§ Provided records
▽
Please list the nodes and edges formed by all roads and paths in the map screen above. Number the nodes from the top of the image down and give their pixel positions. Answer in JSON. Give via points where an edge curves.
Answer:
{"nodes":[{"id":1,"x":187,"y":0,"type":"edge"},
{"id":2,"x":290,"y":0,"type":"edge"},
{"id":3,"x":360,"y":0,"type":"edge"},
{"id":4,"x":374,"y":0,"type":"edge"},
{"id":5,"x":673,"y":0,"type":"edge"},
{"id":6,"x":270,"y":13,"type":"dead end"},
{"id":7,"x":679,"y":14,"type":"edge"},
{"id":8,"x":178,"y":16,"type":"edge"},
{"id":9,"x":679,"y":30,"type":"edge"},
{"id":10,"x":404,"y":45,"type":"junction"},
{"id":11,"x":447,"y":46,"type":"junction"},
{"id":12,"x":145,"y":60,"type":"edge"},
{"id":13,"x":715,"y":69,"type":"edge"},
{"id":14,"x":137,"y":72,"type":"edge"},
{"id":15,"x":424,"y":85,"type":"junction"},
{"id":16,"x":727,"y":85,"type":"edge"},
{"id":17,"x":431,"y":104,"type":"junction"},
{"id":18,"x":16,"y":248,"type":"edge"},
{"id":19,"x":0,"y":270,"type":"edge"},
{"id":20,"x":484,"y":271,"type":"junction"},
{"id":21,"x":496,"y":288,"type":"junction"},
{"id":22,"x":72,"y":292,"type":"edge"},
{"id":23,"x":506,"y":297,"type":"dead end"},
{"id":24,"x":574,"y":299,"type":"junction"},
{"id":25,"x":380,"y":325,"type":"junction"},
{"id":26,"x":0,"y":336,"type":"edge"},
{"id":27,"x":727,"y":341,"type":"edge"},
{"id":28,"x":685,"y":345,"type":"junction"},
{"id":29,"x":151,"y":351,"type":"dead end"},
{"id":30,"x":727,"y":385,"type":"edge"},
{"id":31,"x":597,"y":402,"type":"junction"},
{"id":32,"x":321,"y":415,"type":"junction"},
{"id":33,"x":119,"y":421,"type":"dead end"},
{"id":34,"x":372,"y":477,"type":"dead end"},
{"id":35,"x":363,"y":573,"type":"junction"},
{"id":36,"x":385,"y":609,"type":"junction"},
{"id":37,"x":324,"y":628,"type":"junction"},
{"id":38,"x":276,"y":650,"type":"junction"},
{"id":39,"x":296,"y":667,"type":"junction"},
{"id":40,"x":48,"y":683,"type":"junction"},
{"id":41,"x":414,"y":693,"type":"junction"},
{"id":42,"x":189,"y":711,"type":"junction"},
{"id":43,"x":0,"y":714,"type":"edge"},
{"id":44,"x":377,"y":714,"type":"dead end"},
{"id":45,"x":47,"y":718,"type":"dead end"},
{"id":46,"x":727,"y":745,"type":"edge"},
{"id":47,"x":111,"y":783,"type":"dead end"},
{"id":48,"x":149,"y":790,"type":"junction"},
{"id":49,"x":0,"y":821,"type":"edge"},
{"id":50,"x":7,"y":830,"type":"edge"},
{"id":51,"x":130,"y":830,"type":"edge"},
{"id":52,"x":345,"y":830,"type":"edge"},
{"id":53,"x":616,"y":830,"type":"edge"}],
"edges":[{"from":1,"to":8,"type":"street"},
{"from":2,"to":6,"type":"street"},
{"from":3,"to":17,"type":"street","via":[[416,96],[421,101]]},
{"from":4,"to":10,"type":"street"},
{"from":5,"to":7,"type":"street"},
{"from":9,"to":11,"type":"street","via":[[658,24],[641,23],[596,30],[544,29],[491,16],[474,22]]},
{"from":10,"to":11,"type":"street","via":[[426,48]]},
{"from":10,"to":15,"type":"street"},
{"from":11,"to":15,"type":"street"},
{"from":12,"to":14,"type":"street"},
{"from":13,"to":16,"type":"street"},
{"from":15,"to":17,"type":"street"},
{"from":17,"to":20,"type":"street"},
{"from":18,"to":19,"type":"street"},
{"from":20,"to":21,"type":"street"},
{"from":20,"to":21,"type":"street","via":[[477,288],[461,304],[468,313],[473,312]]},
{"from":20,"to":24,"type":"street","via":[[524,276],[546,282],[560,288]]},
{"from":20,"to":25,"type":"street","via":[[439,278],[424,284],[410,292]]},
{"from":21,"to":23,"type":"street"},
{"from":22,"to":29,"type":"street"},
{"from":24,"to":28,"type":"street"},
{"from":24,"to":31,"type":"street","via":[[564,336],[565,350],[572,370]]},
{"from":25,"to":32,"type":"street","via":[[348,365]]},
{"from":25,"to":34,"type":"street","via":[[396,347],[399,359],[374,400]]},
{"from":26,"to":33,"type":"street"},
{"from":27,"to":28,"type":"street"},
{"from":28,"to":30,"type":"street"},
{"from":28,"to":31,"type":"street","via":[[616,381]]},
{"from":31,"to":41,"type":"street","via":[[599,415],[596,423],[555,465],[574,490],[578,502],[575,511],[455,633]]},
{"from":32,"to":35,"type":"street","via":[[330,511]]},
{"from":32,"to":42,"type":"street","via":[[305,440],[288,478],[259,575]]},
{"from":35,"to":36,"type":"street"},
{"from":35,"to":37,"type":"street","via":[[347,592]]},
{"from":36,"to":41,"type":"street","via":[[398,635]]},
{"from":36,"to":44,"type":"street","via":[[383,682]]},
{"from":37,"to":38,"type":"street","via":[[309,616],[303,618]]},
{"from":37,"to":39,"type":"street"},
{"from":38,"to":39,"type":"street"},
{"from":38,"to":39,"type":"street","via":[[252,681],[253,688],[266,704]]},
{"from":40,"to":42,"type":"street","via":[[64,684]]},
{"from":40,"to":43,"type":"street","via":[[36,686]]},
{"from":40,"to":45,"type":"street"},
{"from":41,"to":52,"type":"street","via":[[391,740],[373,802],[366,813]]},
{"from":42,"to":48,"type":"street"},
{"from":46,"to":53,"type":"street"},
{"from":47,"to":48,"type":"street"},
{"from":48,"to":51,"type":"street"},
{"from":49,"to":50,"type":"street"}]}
△
§ To do
Retype the material in full. Each word must match.

§ Answer to this problem
Please list the nodes and edges formed by all roads and paths in the map screen above. Number the nodes from the top of the image down and give their pixel positions. Answer in JSON. Give via points where an edge curves.
Answer:
{"nodes":[{"id":1,"x":187,"y":0,"type":"edge"},
{"id":2,"x":290,"y":0,"type":"edge"},
{"id":3,"x":360,"y":0,"type":"edge"},
{"id":4,"x":374,"y":0,"type":"edge"},
{"id":5,"x":673,"y":0,"type":"edge"},
{"id":6,"x":270,"y":13,"type":"dead end"},
{"id":7,"x":679,"y":14,"type":"edge"},
{"id":8,"x":178,"y":16,"type":"edge"},
{"id":9,"x":679,"y":30,"type":"edge"},
{"id":10,"x":404,"y":45,"type":"junction"},
{"id":11,"x":447,"y":46,"type":"junction"},
{"id":12,"x":145,"y":60,"type":"edge"},
{"id":13,"x":715,"y":69,"type":"edge"},
{"id":14,"x":137,"y":72,"type":"edge"},
{"id":15,"x":424,"y":85,"type":"junction"},
{"id":16,"x":727,"y":85,"type":"edge"},
{"id":17,"x":431,"y":104,"type":"junction"},
{"id":18,"x":16,"y":248,"type":"edge"},
{"id":19,"x":0,"y":270,"type":"edge"},
{"id":20,"x":484,"y":271,"type":"junction"},
{"id":21,"x":496,"y":288,"type":"junction"},
{"id":22,"x":72,"y":292,"type":"edge"},
{"id":23,"x":506,"y":297,"type":"dead end"},
{"id":24,"x":574,"y":299,"type":"junction"},
{"id":25,"x":380,"y":325,"type":"junction"},
{"id":26,"x":0,"y":336,"type":"edge"},
{"id":27,"x":727,"y":341,"type":"edge"},
{"id":28,"x":685,"y":345,"type":"junction"},
{"id":29,"x":151,"y":351,"type":"dead end"},
{"id":30,"x":727,"y":385,"type":"edge"},
{"id":31,"x":597,"y":402,"type":"junction"},
{"id":32,"x":321,"y":415,"type":"junction"},
{"id":33,"x":119,"y":421,"type":"dead end"},
{"id":34,"x":372,"y":477,"type":"dead end"},
{"id":35,"x":363,"y":573,"type":"junction"},
{"id":36,"x":385,"y":609,"type":"junction"},
{"id":37,"x":324,"y":628,"type":"junction"},
{"id":38,"x":276,"y":650,"type":"junction"},
{"id":39,"x":296,"y":667,"type":"junction"},
{"id":40,"x":48,"y":683,"type":"junction"},
{"id":41,"x":414,"y":693,"type":"junction"},
{"id":42,"x":189,"y":711,"type":"junction"},
{"id":43,"x":0,"y":714,"type":"edge"},
{"id":44,"x":377,"y":714,"type":"dead end"},
{"id":45,"x":47,"y":718,"type":"dead end"},
{"id":46,"x":727,"y":745,"type":"edge"},
{"id":47,"x":111,"y":783,"type":"dead end"},
{"id":48,"x":149,"y":790,"type":"junction"},
{"id":49,"x":0,"y":821,"type":"edge"},
{"id":50,"x":7,"y":830,"type":"edge"},
{"id":51,"x":130,"y":830,"type":"edge"},
{"id":52,"x":345,"y":830,"type":"edge"},
{"id":53,"x":616,"y":830,"type":"edge"}],
"edges":[{"from":1,"to":8,"type":"street"},
{"from":2,"to":6,"type":"street"},
{"from":3,"to":17,"type":"street","via":[[416,96],[421,101]]},
{"from":4,"to":10,"type":"street"},
{"from":5,"to":7,"type":"street"},
{"from":9,"to":11,"type":"street","via":[[658,24],[641,23],[596,30],[544,29],[491,16],[474,22]]},
{"from":10,"to":11,"type":"street","via":[[426,48]]},
{"from":10,"to":15,"type":"street"},
{"from":11,"to":15,"type":"street"},
{"from":12,"to":14,"type":"street"},
{"from":13,"to":16,"type":"street"},
{"from":15,"to":17,"type":"street"},
{"from":17,"to":20,"type":"street"},
{"from":18,"to":19,"type":"street"},
{"from":20,"to":21,"type":"street"},
{"from":20,"to":21,"type":"street","via":[[477,288],[461,304],[468,313],[473,312]]},
{"from":20,"to":24,"type":"street","via":[[524,276],[546,282],[560,288]]},
{"from":20,"to":25,"type":"street","via":[[439,278],[424,284],[410,292]]},
{"from":21,"to":23,"type":"street"},
{"from":22,"to":29,"type":"street"},
{"from":24,"to":28,"type":"street"},
{"from":24,"to":31,"type":"street","via":[[564,336],[565,350],[572,370]]},
{"from":25,"to":32,"type":"street","via":[[348,365]]},
{"from":25,"to":34,"type":"street","via":[[396,347],[399,359],[374,400]]},
{"from":26,"to":33,"type":"street"},
{"from":27,"to":28,"type":"street"},
{"from":28,"to":30,"type":"street"},
{"from":28,"to":31,"type":"street","via":[[616,381]]},
{"from":31,"to":41,"type":"street","via":[[599,415],[596,423],[555,465],[574,490],[578,502],[575,511],[455,633]]},
{"from":32,"to":35,"type":"street","via":[[330,511]]},
{"from":32,"to":42,"type":"street","via":[[305,440],[288,478],[259,575]]},
{"from":35,"to":36,"type":"street"},
{"from":35,"to":37,"type":"street","via":[[347,592]]},
{"from":36,"to":41,"type":"street","via":[[398,635]]},
{"from":36,"to":44,"type":"street","via":[[383,682]]},
{"from":37,"to":38,"type":"street","via":[[309,616],[303,618]]},
{"from":37,"to":39,"type":"street"},
{"from":38,"to":39,"type":"street"},
{"from":38,"to":39,"type":"street","via":[[252,681],[253,688],[266,704]]},
{"from":40,"to":42,"type":"street","via":[[64,684]]},
{"from":40,"to":43,"type":"street","via":[[36,686]]},
{"from":40,"to":45,"type":"street"},
{"from":41,"to":52,"type":"street","via":[[391,740],[373,802],[366,813]]},
{"from":42,"to":48,"type":"street"},
{"from":46,"to":53,"type":"street"},
{"from":47,"to":48,"type":"street"},
{"from":48,"to":51,"type":"street"},
{"from":49,"to":50,"type":"street"}]}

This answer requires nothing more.